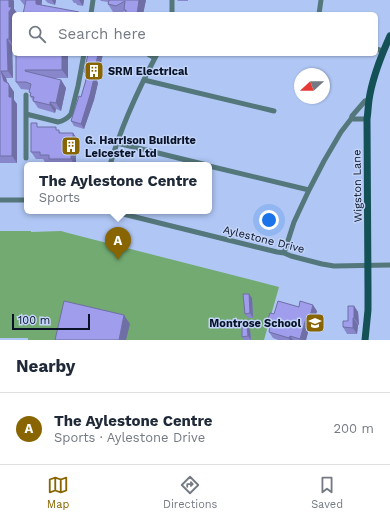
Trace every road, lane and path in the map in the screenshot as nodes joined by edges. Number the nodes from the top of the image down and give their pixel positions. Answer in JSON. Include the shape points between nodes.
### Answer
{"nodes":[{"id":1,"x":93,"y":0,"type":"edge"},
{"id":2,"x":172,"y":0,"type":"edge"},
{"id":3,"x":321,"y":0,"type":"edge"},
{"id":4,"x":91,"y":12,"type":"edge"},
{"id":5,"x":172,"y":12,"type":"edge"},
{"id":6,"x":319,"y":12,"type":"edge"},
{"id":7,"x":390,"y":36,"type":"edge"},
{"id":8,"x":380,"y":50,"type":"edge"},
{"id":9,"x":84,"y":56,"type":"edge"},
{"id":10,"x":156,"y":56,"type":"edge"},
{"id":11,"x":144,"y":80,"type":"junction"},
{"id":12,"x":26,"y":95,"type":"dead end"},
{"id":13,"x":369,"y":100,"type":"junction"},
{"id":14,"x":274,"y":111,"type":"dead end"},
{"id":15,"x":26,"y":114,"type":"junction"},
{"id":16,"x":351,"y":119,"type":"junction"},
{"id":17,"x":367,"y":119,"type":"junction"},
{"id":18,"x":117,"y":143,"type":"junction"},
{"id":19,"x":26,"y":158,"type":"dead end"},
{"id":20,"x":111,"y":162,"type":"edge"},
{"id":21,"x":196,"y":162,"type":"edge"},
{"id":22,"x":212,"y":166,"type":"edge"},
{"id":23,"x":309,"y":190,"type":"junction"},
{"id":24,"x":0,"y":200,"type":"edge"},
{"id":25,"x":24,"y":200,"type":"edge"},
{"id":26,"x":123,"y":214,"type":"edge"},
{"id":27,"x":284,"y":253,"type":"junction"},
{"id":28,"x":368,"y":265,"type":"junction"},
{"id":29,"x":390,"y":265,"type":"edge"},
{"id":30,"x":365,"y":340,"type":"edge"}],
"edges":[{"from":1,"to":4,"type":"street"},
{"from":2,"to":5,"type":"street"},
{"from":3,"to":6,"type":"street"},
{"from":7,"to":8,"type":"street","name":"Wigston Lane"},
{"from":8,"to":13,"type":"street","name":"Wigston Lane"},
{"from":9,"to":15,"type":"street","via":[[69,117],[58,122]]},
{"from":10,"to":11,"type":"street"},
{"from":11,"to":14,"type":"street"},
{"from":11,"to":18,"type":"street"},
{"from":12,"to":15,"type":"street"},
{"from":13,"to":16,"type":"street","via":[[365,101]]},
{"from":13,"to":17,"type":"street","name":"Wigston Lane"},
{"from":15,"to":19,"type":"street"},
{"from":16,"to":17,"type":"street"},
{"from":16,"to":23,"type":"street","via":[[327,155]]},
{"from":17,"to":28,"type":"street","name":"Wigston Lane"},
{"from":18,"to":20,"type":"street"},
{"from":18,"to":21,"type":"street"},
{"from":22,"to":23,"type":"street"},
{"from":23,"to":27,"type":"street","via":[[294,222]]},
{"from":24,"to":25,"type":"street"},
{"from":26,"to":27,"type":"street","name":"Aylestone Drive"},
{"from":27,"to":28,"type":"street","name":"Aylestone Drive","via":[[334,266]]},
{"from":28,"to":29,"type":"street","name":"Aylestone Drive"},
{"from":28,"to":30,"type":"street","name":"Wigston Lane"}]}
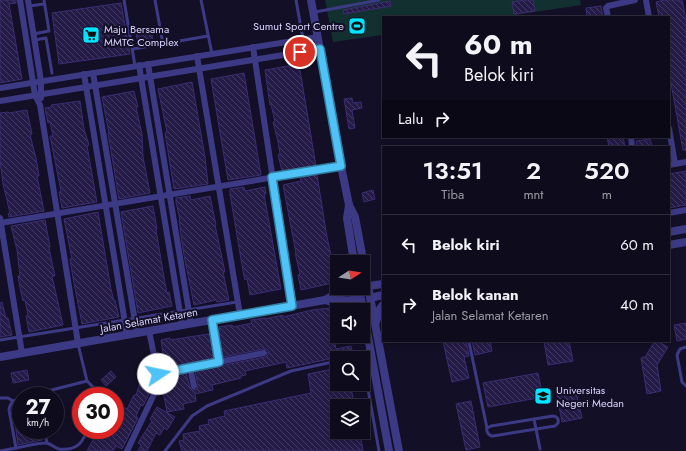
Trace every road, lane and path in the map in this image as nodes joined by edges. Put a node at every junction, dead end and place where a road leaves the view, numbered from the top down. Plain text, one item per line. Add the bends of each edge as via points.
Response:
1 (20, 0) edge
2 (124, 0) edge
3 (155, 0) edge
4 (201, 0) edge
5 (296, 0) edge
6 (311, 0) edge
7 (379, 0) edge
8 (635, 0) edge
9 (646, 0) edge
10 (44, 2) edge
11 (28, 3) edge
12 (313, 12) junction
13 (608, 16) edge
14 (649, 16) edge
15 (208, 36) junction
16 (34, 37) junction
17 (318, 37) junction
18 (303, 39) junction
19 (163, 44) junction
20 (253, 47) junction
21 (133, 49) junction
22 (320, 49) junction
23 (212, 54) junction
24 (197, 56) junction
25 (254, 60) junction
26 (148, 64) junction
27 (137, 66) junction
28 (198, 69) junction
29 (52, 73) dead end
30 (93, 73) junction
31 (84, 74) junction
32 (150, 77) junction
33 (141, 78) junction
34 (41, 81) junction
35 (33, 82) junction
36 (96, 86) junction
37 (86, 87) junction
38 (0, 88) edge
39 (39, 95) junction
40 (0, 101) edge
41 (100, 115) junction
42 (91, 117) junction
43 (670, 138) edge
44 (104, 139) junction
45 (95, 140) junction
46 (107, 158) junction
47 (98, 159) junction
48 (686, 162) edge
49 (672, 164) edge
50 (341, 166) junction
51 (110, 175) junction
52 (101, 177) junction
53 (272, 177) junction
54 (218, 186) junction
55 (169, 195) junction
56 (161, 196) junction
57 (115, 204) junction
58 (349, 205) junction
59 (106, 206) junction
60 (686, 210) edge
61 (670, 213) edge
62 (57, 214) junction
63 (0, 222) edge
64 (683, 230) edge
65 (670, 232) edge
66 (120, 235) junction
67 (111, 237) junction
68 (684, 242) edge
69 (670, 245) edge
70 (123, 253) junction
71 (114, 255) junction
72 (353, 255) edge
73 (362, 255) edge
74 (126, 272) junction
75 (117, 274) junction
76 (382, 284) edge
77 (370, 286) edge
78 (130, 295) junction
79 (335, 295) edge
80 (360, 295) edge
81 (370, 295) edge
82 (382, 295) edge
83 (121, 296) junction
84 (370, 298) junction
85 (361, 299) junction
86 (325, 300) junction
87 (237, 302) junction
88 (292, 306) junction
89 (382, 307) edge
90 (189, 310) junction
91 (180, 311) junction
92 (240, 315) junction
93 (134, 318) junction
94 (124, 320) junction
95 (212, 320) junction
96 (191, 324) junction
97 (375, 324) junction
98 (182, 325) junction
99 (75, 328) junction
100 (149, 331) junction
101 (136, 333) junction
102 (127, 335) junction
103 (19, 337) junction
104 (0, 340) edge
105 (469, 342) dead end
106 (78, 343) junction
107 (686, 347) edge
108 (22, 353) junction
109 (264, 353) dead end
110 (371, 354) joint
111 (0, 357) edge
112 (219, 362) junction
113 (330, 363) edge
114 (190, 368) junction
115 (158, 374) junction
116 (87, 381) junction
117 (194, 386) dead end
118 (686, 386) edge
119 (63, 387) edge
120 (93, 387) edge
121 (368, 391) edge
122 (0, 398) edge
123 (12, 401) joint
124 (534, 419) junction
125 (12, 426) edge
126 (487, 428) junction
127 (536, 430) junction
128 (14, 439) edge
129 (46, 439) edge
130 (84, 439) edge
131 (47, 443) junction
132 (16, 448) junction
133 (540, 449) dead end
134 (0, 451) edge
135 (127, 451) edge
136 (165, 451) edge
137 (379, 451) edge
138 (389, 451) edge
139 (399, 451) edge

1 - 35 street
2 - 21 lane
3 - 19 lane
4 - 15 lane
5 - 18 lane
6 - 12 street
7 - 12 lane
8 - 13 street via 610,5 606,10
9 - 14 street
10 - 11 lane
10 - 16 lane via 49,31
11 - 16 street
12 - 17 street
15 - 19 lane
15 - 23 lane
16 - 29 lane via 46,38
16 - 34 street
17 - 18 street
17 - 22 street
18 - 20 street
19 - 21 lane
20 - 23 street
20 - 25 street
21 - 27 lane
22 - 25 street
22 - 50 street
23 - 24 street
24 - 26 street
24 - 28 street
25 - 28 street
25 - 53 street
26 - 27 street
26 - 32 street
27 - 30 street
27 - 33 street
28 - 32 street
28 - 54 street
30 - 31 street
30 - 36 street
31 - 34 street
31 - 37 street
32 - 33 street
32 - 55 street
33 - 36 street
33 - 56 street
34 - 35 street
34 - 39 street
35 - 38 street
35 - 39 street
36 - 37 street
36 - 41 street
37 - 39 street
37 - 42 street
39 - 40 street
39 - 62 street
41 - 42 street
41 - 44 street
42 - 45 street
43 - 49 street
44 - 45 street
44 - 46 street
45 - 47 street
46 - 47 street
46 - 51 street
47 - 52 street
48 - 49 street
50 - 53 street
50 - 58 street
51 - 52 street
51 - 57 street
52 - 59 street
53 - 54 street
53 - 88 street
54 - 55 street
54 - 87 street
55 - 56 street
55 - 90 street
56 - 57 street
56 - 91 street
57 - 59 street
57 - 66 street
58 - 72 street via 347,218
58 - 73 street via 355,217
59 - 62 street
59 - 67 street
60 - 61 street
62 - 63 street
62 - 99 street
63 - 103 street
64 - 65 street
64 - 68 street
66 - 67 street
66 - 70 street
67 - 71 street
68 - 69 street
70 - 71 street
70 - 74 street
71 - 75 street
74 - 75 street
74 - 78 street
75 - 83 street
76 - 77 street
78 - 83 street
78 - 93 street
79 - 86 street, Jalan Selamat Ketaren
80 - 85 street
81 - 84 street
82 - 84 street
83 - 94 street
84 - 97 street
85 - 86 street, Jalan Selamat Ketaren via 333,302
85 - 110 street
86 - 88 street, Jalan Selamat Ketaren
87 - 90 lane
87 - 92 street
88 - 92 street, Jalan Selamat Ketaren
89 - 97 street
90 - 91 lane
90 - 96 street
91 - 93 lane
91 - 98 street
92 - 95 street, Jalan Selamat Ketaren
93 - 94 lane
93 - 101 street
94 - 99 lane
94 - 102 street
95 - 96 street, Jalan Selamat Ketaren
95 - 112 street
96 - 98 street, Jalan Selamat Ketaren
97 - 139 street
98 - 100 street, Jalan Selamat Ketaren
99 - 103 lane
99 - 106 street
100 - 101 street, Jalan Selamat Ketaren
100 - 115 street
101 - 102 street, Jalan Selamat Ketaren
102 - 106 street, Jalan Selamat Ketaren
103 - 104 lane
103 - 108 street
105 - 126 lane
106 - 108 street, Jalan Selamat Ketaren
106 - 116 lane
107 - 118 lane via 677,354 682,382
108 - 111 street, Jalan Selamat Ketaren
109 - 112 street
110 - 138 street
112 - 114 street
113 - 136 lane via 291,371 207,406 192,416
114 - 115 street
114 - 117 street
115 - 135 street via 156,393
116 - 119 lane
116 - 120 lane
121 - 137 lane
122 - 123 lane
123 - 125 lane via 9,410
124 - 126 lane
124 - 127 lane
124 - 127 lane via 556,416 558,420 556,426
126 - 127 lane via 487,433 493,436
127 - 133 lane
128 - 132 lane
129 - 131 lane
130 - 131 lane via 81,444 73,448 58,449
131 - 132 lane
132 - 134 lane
○ ○ ○ ○
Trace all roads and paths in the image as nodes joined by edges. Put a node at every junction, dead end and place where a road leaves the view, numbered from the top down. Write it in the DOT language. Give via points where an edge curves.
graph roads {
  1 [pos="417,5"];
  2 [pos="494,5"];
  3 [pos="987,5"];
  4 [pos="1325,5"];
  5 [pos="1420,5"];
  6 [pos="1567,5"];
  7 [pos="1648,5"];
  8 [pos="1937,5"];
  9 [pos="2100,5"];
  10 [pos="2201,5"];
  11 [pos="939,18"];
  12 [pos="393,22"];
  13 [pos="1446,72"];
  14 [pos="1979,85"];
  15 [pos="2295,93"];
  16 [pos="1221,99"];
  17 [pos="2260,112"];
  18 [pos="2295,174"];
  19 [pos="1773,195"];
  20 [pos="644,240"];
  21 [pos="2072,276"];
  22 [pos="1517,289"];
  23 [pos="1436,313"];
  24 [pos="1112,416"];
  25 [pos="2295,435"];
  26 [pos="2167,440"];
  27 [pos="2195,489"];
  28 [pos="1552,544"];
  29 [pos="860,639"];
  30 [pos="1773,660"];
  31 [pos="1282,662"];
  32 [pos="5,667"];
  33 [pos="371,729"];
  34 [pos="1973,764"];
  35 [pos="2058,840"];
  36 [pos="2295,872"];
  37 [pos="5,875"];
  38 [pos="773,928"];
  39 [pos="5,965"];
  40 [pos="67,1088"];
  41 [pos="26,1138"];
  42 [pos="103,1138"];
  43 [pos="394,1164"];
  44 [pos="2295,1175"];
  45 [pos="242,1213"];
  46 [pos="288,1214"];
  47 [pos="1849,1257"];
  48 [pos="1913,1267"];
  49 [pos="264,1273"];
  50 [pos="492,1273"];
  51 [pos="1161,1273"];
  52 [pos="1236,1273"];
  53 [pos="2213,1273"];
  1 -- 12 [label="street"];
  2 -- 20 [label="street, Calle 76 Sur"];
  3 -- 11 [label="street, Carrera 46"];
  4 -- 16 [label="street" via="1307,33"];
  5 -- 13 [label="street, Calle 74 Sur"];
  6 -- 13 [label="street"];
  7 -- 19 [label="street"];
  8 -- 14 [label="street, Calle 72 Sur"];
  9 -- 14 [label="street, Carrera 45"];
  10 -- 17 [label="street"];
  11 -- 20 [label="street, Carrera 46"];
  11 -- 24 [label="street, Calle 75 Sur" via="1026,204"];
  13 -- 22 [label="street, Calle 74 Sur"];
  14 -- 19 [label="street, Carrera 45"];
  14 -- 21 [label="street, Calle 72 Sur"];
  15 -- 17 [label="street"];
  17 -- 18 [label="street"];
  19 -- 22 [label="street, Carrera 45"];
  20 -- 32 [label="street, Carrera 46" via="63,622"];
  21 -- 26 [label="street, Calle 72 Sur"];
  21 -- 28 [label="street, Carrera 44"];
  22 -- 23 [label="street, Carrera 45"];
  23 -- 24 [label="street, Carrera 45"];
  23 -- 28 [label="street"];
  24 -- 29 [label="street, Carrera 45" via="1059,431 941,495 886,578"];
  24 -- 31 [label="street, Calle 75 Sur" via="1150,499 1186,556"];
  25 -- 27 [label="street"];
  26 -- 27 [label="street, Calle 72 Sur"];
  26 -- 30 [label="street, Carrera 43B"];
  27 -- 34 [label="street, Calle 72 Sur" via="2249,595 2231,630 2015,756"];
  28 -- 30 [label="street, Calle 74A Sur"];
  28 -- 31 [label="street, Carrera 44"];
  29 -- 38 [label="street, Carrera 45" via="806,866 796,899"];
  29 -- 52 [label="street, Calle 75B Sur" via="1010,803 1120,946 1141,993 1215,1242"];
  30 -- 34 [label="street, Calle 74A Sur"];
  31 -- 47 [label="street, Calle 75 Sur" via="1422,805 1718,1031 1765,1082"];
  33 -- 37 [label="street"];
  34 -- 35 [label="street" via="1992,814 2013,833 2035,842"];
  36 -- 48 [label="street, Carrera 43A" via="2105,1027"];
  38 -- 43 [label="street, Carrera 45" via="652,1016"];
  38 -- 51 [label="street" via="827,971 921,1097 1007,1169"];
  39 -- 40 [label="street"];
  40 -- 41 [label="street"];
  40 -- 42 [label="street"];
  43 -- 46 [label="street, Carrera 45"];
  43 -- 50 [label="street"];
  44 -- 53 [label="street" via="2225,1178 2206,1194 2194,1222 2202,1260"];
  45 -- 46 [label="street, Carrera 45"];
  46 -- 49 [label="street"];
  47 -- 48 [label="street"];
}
○ ○ ○ ○
◆ PROBLEM DETAILS:
Count of lines that include "Drive" in the records above: write that value only.

◆ YOUR RESPONSE:
3